Task details -
From the first line to the last, please write out the data exactly.
====== Exercise materials ======
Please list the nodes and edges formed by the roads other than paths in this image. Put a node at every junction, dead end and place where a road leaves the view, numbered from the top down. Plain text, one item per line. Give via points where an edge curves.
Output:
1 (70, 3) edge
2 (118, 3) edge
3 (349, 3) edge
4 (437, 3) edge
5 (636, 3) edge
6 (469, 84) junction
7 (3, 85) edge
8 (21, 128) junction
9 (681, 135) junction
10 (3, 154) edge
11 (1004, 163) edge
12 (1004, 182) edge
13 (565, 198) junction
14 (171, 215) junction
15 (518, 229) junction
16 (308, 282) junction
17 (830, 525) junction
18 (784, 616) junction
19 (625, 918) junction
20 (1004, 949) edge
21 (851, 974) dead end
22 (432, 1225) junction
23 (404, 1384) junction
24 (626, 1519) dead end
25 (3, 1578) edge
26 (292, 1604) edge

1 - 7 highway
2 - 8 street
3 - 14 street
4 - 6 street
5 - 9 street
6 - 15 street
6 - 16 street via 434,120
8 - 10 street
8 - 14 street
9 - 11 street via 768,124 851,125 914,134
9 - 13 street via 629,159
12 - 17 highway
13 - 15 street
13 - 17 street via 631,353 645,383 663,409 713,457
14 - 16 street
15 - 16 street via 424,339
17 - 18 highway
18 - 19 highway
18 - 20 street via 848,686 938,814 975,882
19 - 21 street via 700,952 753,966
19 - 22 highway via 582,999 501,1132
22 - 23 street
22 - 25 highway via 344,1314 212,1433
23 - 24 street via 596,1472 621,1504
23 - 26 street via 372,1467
======
Response to this task -
Please list the nodes and edges formed by the roads other than paths in this image. Put a node at every junction, dead end and place where a road leaves the view, numbered from the top down. Plain text, one item per line. Give via points where an edge curves.
Output:
1 (70, 3) edge
2 (118, 3) edge
3 (349, 3) edge
4 (437, 3) edge
5 (636, 3) edge
6 (469, 84) junction
7 (3, 85) edge
8 (21, 128) junction
9 (681, 135) junction
10 (3, 154) edge
11 (1004, 163) edge
12 (1004, 182) edge
13 (565, 198) junction
14 (171, 215) junction
15 (518, 229) junction
16 (308, 282) junction
17 (830, 525) junction
18 (784, 616) junction
19 (625, 918) junction
20 (1004, 949) edge
21 (851, 974) dead end
22 (432, 1225) junction
23 (404, 1384) junction
24 (626, 1519) dead end
25 (3, 1578) edge
26 (292, 1604) edge

1 - 7 highway
2 - 8 street
3 - 14 street
4 - 6 street
5 - 9 street
6 - 15 street
6 - 16 street via 434,120
8 - 10 street
8 - 14 street
9 - 11 street via 768,124 851,125 914,134
9 - 13 street via 629,159
12 - 17 highway
13 - 15 street
13 - 17 street via 631,353 645,383 663,409 713,457
14 - 16 street
15 - 16 street via 424,339
17 - 18 highway
18 - 19 highway
18 - 20 street via 848,686 938,814 975,882
19 - 21 street via 700,952 753,966
19 - 22 highway via 582,999 501,1132
22 - 23 street
22 - 25 highway via 344,1314 212,1433
23 - 24 street via 596,1472 621,1504
23 - 26 street via 372,1467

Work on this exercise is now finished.